** PROBLEM DETAILS **
Return the number of lines below that contain "lane"; nothing else belongs in the reply.

** PROVIDED RECORDS **
────

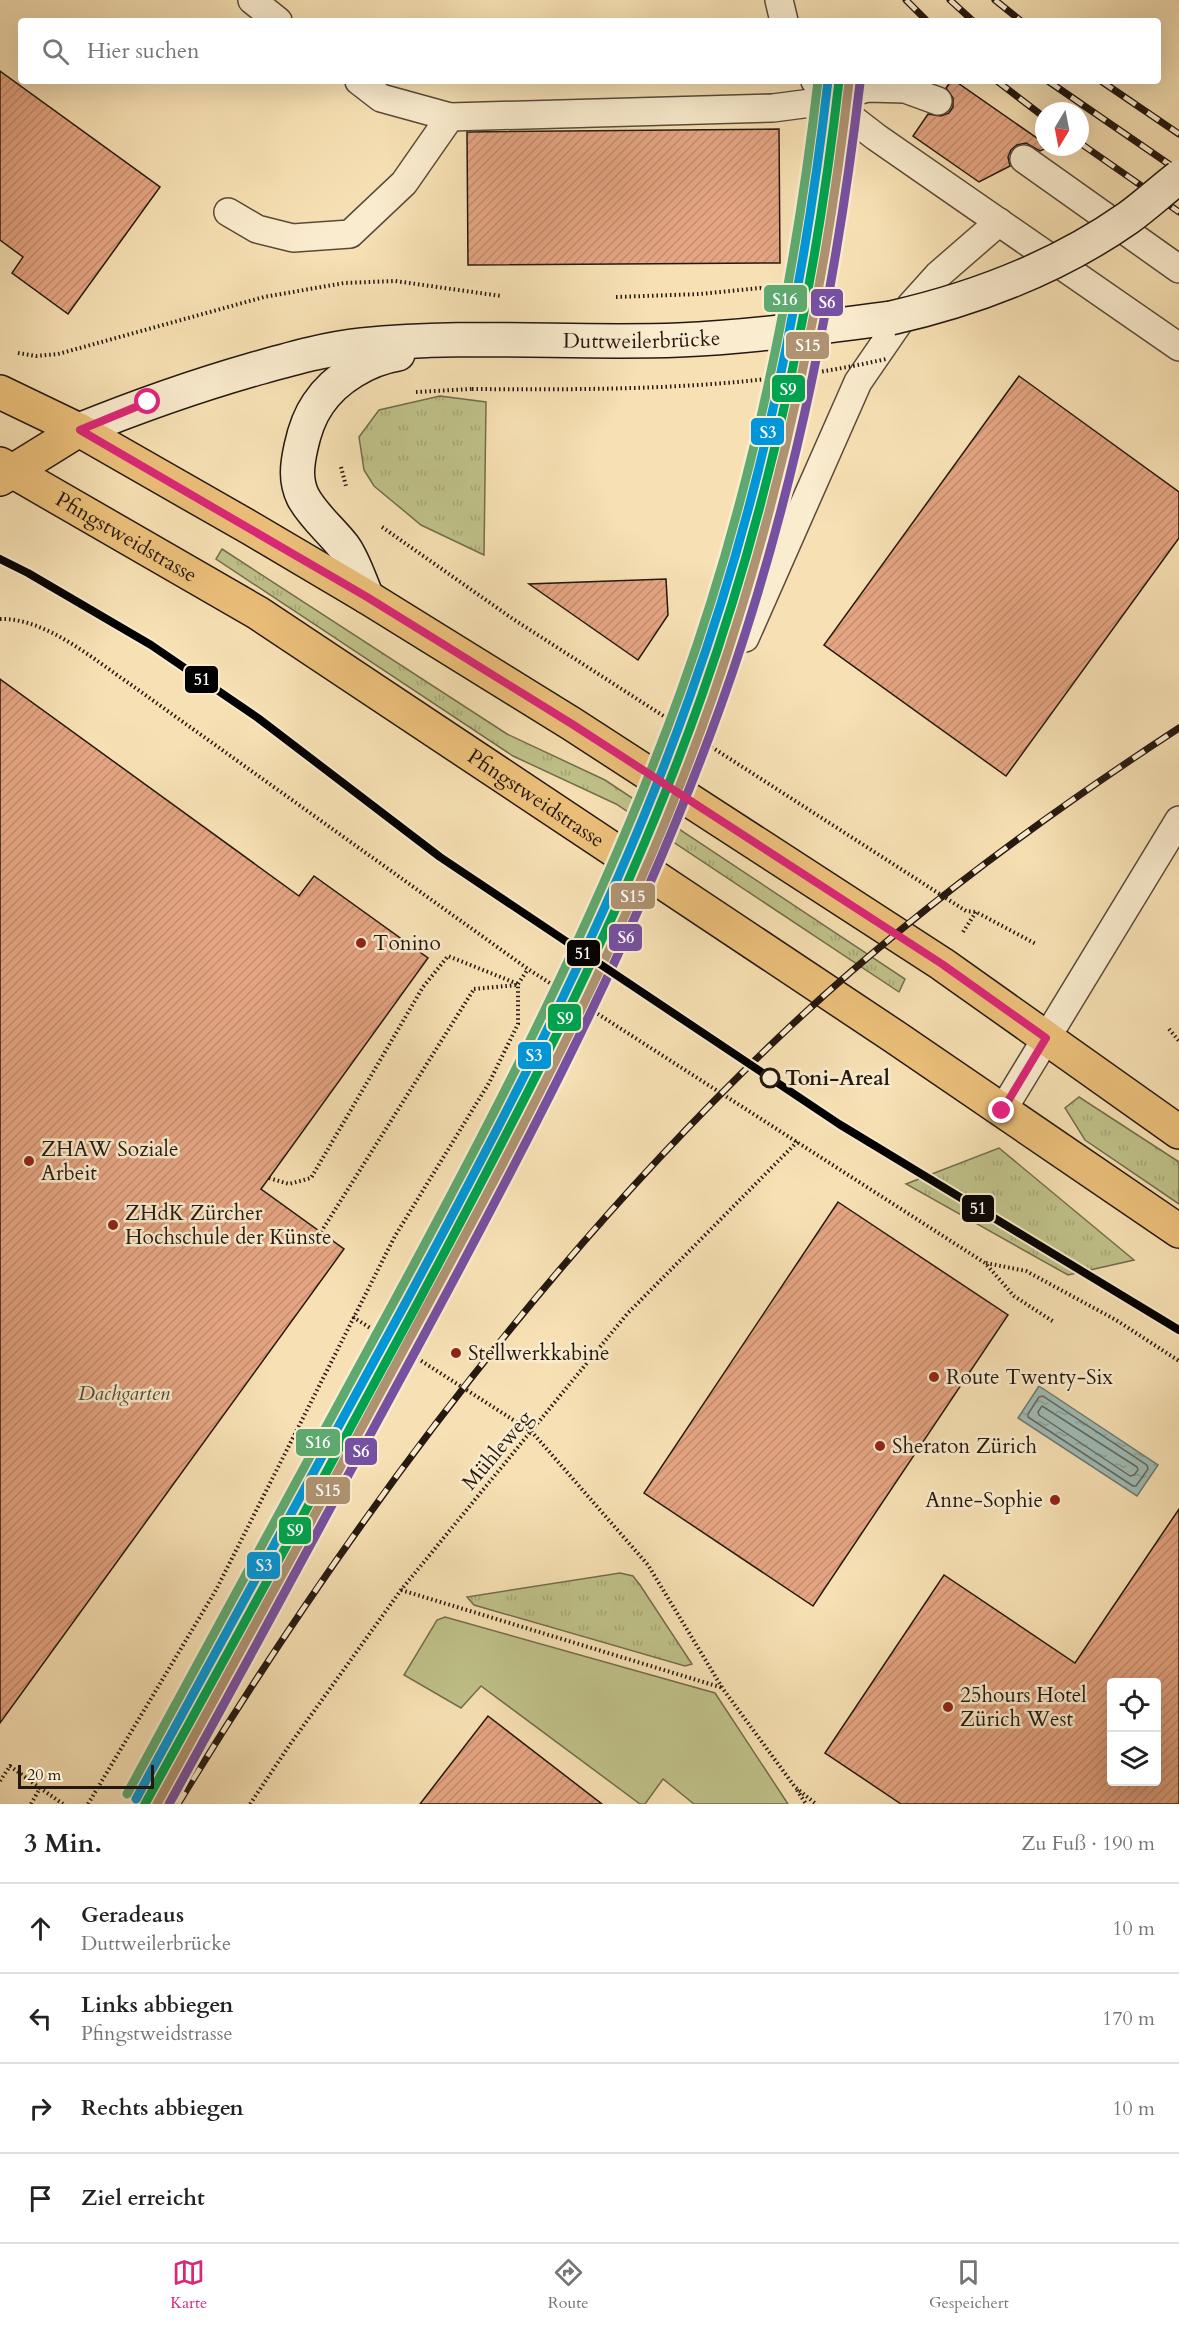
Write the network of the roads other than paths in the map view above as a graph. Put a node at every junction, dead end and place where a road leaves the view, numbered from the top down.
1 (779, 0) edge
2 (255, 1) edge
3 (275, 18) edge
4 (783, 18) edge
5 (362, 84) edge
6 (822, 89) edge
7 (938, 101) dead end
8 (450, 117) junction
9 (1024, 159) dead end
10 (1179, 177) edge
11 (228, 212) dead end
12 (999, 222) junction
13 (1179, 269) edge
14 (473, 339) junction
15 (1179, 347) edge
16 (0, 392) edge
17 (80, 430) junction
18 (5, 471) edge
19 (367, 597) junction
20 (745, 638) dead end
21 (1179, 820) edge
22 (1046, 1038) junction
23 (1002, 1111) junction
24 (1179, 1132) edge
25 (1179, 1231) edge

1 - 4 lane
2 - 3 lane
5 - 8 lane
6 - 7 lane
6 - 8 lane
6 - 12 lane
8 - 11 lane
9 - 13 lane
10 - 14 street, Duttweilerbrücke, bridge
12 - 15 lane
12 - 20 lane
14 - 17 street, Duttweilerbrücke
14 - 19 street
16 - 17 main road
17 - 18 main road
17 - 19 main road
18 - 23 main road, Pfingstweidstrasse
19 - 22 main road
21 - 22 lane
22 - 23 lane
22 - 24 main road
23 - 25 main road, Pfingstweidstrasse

────

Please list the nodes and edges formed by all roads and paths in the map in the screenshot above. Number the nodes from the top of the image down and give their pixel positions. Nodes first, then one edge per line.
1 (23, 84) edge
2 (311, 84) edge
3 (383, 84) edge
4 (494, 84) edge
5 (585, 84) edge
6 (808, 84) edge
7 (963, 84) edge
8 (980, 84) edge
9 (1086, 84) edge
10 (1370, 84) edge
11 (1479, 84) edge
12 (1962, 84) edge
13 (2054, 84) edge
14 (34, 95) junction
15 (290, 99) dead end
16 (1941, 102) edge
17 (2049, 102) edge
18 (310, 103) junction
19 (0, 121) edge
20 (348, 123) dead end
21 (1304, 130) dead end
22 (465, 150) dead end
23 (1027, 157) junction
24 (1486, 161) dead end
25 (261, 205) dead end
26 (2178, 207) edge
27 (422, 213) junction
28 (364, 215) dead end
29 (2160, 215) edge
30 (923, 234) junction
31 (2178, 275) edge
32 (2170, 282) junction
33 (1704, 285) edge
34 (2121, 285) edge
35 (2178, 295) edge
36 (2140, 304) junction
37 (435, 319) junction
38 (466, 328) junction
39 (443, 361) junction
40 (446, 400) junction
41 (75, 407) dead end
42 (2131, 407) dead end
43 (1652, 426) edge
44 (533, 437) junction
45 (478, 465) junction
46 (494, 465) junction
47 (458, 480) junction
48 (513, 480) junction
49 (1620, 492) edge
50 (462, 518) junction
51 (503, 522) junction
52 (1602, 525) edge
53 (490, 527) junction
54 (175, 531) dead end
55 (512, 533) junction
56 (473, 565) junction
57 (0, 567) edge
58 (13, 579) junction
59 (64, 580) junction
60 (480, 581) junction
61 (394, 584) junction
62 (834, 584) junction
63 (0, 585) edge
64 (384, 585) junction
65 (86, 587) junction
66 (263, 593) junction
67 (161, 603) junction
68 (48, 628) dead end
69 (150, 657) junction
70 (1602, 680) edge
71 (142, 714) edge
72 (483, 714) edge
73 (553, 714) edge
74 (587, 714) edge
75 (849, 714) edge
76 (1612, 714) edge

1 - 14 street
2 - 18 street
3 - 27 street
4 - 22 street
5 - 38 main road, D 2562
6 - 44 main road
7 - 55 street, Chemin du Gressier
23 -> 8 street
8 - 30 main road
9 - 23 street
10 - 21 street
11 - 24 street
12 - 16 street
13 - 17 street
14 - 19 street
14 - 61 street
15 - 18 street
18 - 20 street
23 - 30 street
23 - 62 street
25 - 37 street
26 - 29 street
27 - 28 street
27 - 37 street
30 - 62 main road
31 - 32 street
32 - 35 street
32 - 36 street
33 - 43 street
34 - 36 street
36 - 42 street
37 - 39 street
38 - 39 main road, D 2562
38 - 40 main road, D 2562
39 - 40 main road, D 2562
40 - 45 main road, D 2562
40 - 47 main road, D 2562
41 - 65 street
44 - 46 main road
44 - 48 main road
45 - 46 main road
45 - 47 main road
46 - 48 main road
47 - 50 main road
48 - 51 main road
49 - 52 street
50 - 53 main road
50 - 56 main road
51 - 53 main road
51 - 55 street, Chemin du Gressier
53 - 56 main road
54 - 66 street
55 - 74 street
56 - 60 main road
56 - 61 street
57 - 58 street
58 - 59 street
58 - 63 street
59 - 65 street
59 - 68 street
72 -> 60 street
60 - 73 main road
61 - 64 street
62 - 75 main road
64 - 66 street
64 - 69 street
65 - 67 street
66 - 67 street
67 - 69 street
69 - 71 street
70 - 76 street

────

** RESULT OF THIS EXERCISE **
12